++++ DATA IN THIS EXERCISE

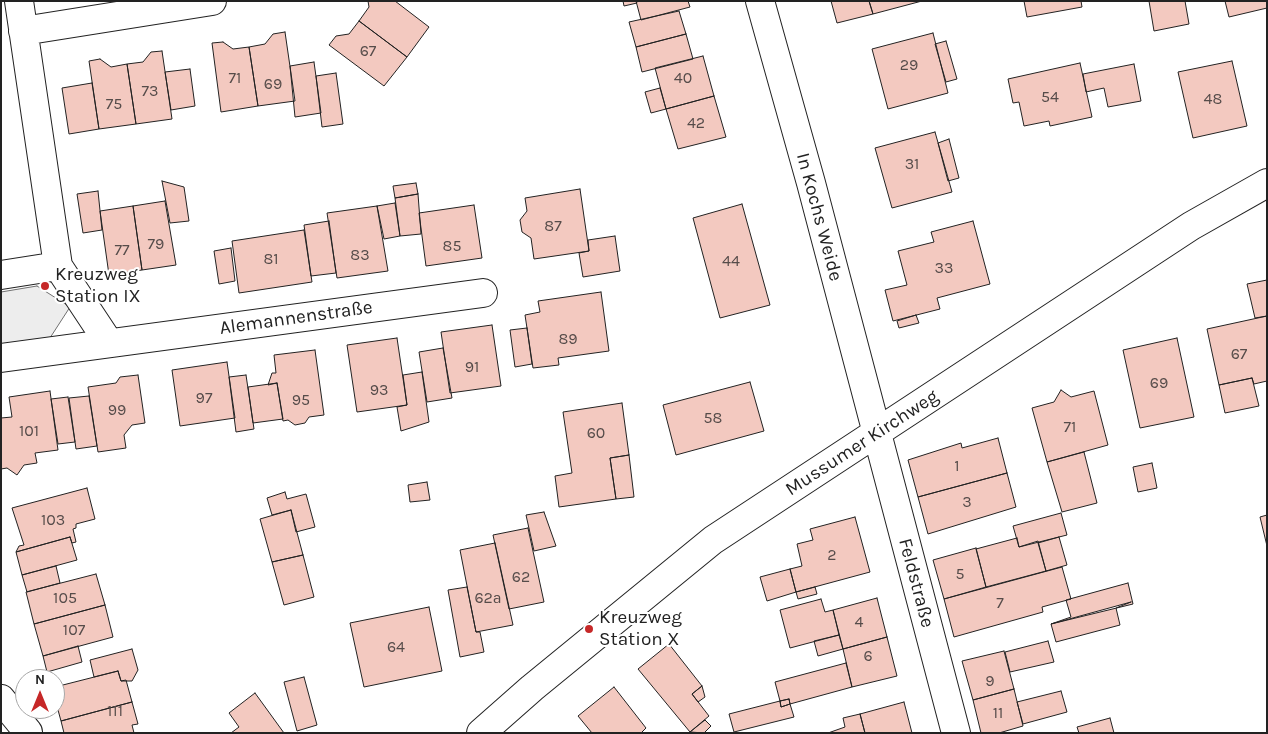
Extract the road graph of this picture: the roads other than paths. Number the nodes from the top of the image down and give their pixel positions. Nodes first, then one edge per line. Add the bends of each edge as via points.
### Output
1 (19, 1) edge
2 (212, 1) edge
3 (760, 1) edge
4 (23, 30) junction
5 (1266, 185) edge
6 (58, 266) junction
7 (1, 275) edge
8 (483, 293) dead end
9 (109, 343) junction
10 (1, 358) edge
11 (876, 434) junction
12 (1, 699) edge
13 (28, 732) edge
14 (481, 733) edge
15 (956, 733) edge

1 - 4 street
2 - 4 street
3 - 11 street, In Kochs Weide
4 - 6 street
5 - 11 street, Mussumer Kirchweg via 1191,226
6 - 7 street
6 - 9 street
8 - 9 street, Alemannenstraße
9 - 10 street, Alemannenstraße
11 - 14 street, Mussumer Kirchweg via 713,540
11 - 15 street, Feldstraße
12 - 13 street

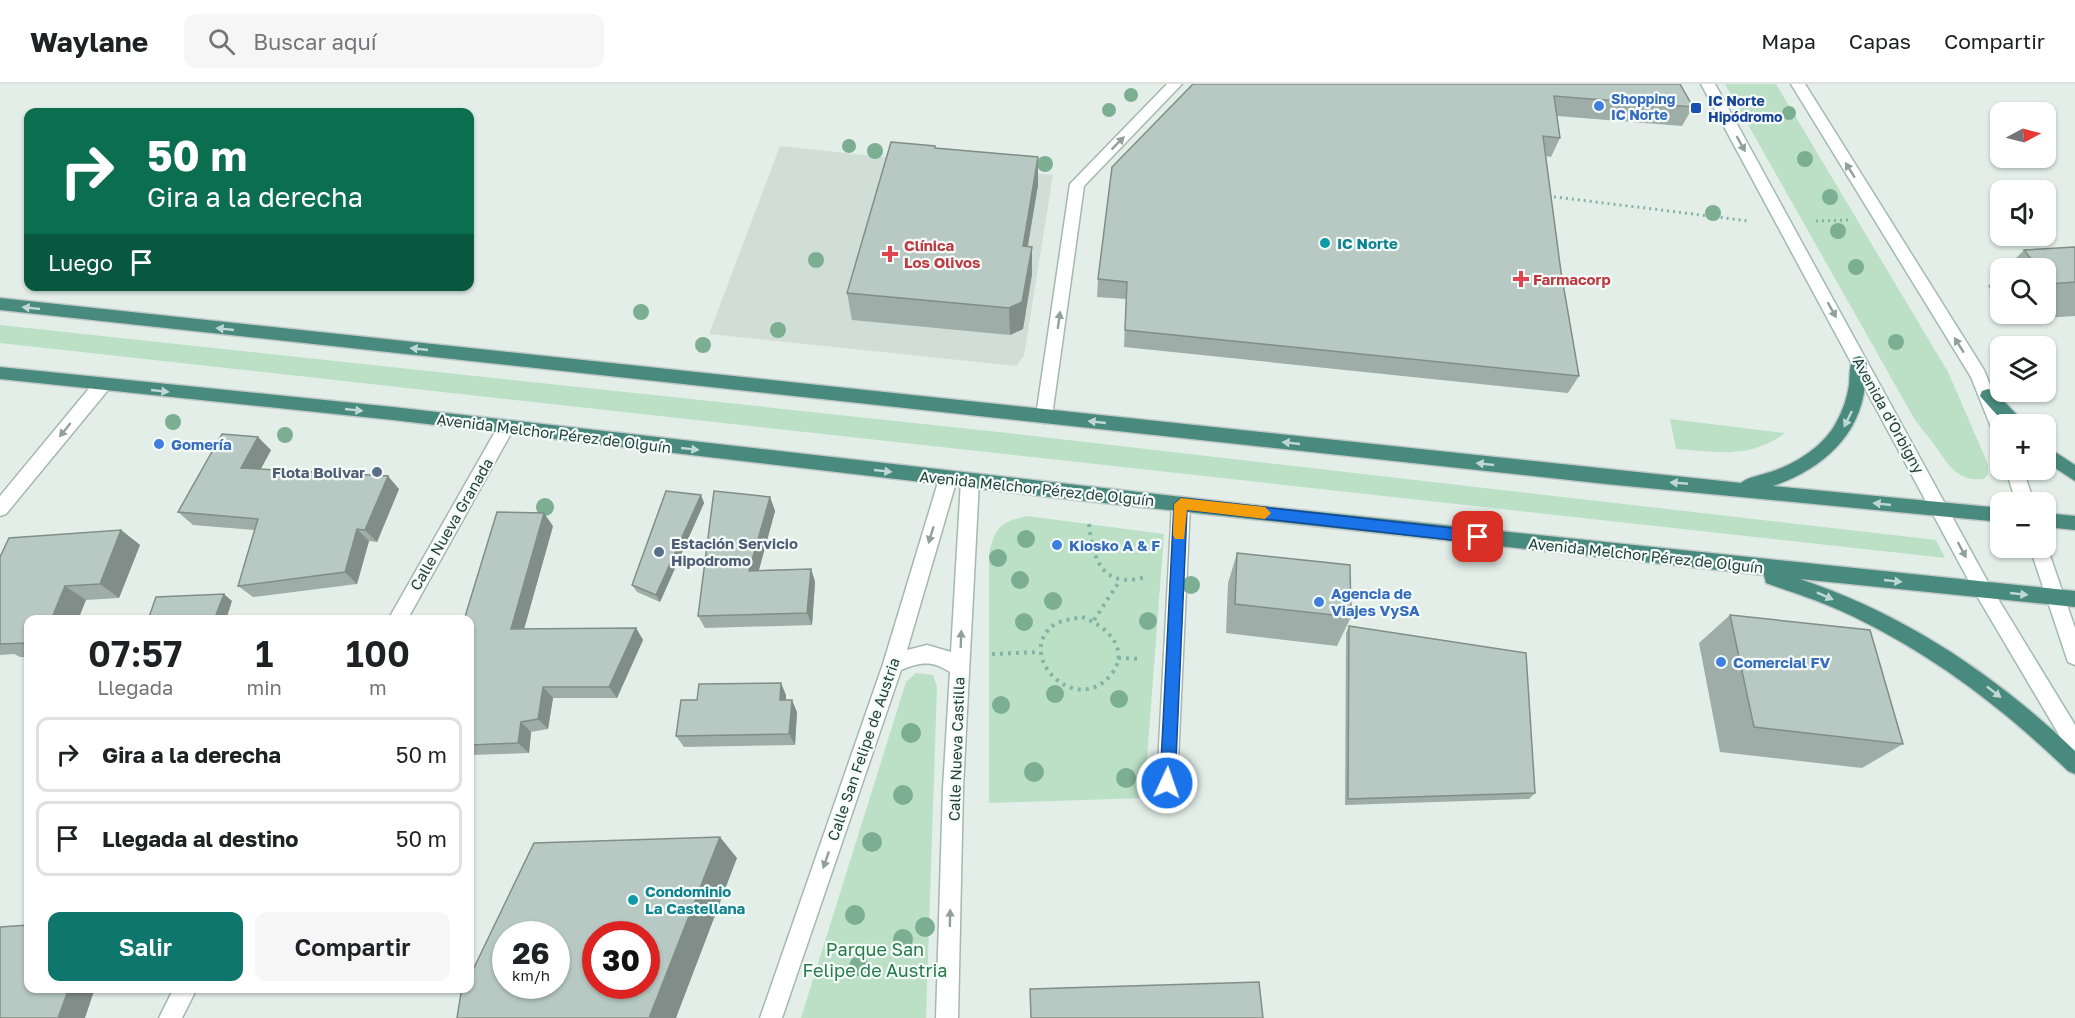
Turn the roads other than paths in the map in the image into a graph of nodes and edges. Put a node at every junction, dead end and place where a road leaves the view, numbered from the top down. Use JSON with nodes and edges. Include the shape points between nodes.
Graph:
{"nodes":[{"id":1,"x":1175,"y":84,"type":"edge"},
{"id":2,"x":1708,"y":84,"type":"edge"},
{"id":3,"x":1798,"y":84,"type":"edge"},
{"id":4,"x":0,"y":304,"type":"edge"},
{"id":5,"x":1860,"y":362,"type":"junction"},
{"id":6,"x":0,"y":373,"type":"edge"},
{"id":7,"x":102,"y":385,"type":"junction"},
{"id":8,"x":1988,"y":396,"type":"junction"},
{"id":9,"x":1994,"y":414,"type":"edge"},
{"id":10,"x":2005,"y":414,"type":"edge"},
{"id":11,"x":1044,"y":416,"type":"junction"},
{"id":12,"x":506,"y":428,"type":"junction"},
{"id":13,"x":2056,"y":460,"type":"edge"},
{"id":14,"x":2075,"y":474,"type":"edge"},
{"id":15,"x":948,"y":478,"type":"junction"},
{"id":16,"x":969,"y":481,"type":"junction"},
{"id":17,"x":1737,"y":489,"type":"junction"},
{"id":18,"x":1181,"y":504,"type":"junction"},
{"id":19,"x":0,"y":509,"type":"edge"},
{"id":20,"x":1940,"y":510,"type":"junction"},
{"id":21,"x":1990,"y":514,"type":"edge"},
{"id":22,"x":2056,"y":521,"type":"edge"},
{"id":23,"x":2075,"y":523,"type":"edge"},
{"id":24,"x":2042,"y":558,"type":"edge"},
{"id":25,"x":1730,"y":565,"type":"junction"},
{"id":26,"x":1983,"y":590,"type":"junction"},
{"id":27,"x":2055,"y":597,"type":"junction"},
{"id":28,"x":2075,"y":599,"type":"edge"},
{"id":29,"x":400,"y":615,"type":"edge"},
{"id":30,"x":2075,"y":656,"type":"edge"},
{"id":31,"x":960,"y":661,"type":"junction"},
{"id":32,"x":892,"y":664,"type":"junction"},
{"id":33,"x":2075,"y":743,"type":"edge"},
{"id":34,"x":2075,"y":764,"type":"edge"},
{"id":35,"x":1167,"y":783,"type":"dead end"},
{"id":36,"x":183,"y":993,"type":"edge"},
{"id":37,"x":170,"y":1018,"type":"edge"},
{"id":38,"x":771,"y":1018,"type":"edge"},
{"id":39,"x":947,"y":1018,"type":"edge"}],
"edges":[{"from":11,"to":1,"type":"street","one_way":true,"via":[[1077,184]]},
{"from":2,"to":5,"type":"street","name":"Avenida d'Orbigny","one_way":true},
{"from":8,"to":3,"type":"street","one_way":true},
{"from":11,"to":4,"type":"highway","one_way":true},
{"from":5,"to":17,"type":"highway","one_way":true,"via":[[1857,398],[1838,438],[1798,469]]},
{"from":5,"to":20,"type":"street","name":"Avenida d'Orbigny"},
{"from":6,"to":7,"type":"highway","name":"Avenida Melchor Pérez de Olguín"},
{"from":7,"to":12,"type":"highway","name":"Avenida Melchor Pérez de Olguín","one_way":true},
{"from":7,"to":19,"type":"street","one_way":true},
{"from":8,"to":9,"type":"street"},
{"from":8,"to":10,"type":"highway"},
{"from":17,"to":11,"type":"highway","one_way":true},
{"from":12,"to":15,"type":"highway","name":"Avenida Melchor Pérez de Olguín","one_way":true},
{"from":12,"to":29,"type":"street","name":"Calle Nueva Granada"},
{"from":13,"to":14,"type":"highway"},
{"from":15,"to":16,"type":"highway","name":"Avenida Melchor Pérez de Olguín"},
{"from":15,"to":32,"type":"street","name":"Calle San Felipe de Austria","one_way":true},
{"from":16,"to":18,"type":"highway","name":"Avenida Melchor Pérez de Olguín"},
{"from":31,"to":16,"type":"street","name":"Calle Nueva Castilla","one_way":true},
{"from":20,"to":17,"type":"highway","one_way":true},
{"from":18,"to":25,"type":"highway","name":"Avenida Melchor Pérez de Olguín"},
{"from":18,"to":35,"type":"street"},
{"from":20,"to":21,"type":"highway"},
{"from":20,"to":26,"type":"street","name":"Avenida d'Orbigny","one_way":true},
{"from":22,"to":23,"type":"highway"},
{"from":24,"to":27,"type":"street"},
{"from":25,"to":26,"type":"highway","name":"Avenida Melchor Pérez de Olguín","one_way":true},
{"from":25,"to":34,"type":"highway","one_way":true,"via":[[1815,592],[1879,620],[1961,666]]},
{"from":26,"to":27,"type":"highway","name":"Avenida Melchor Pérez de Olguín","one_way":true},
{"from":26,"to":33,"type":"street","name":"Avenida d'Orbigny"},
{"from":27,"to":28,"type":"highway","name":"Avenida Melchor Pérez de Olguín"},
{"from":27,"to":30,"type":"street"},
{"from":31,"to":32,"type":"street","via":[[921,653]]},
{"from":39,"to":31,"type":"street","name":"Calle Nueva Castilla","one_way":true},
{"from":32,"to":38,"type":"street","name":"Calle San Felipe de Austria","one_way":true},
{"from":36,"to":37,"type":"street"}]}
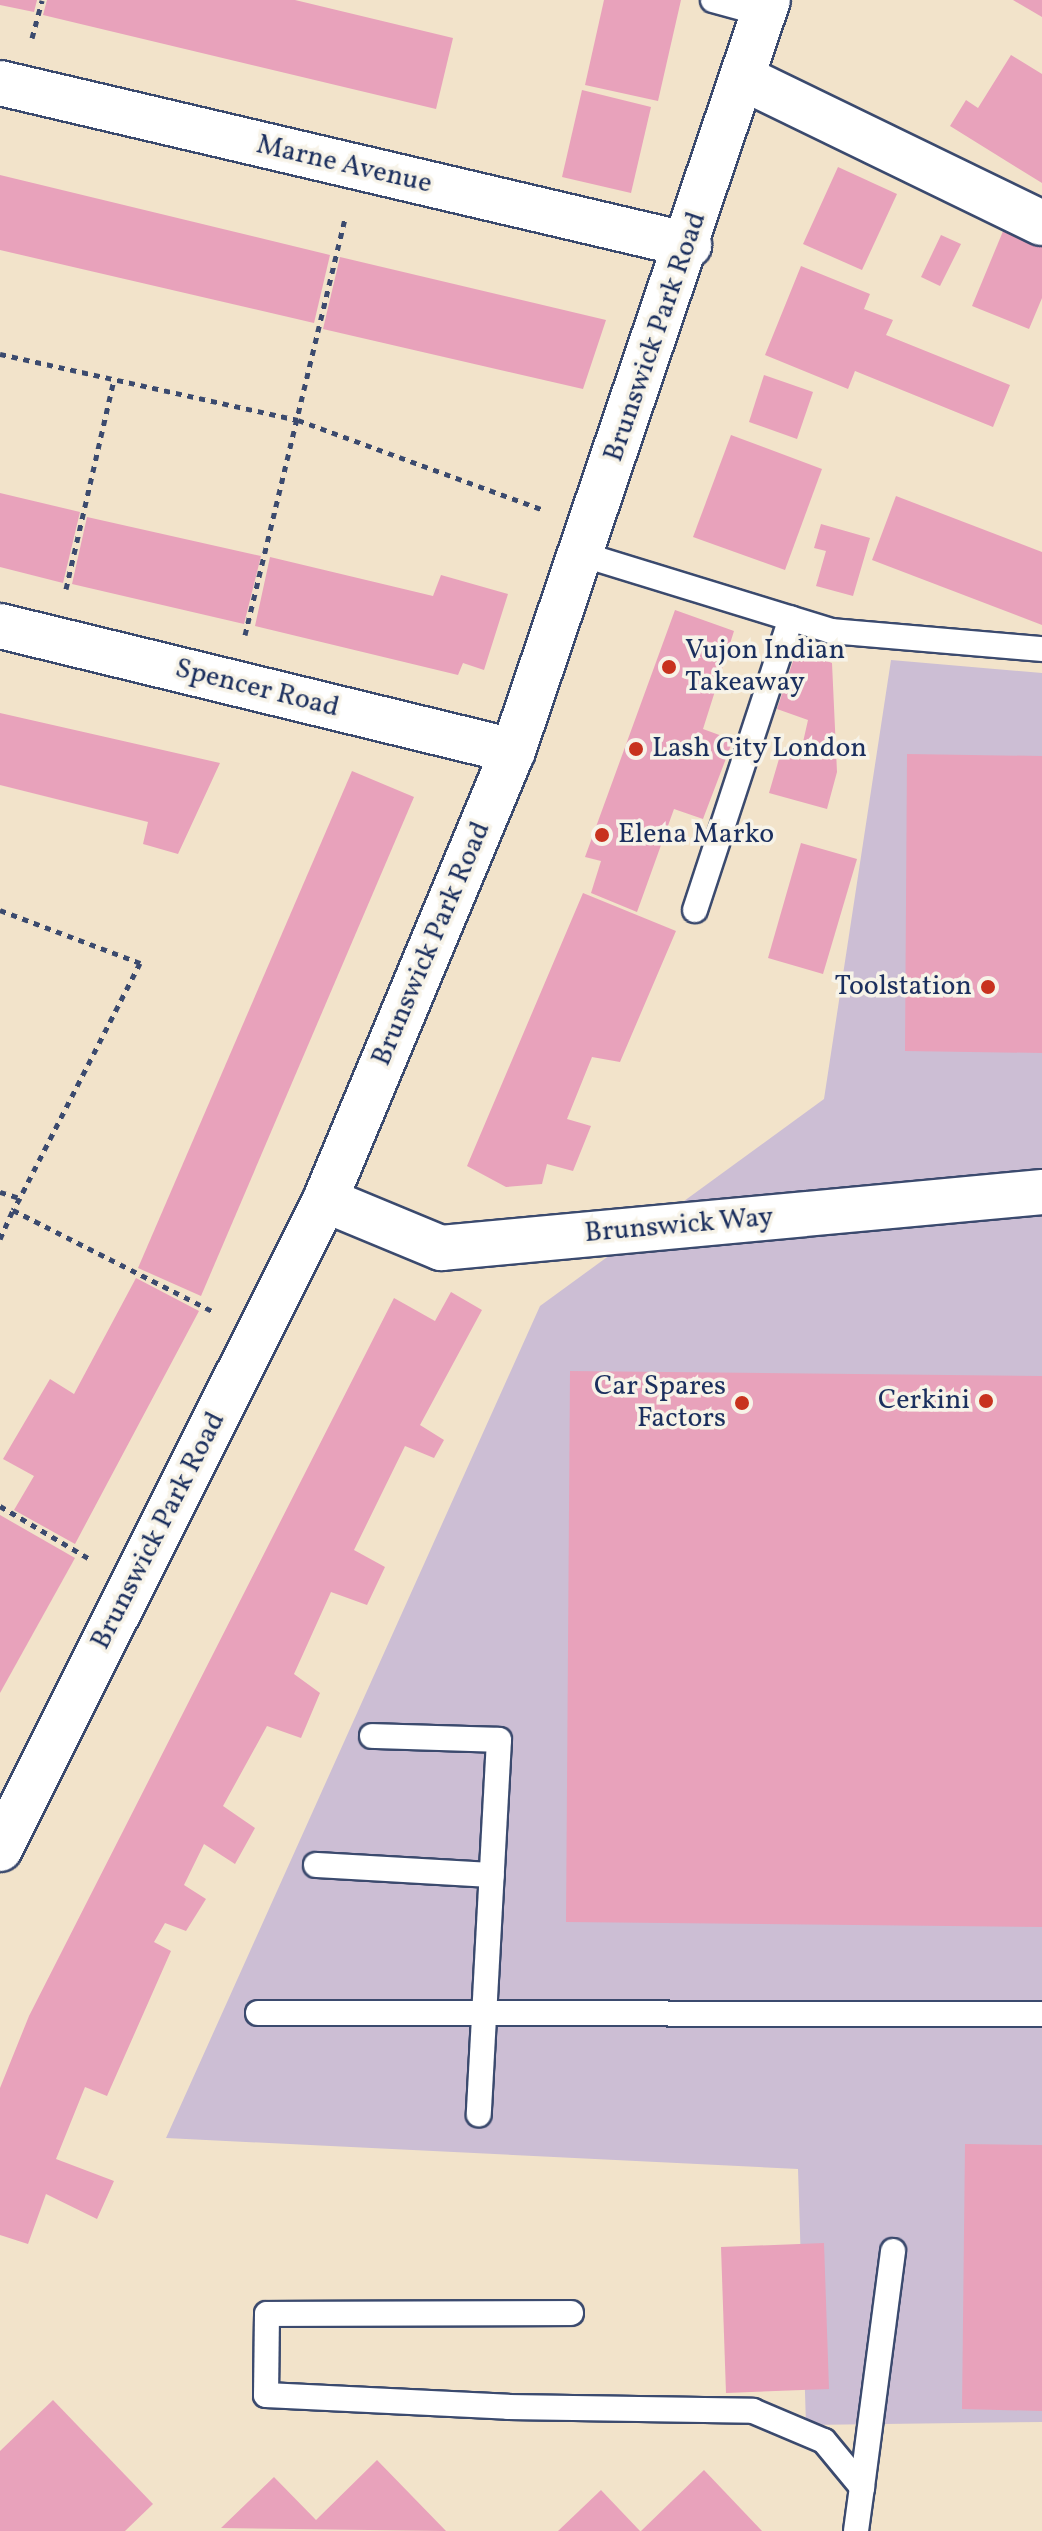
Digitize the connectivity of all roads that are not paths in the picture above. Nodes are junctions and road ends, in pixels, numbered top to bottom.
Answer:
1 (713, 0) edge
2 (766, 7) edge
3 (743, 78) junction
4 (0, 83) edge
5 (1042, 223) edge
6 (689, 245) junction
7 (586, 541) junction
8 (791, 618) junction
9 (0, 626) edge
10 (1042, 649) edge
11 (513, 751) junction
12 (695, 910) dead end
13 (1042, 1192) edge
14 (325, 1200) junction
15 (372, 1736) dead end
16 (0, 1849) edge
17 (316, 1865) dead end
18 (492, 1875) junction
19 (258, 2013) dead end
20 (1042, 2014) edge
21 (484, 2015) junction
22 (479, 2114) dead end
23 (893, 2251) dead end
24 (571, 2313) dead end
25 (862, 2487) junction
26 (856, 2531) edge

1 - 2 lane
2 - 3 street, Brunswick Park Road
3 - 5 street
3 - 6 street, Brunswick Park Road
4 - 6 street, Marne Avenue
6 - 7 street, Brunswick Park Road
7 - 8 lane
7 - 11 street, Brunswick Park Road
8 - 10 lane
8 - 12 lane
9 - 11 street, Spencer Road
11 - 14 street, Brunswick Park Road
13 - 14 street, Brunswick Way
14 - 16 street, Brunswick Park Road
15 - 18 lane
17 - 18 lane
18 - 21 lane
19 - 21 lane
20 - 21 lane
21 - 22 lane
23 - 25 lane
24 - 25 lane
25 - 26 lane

++++++++

# ACTION ITEM
Gather up the lines containing the word "Alemannenstraße" from these records and copy them.

# ANSWER TO THIS TASK
8 - 9 street, Alemannenstraße
9 - 10 street, Alemannenstraße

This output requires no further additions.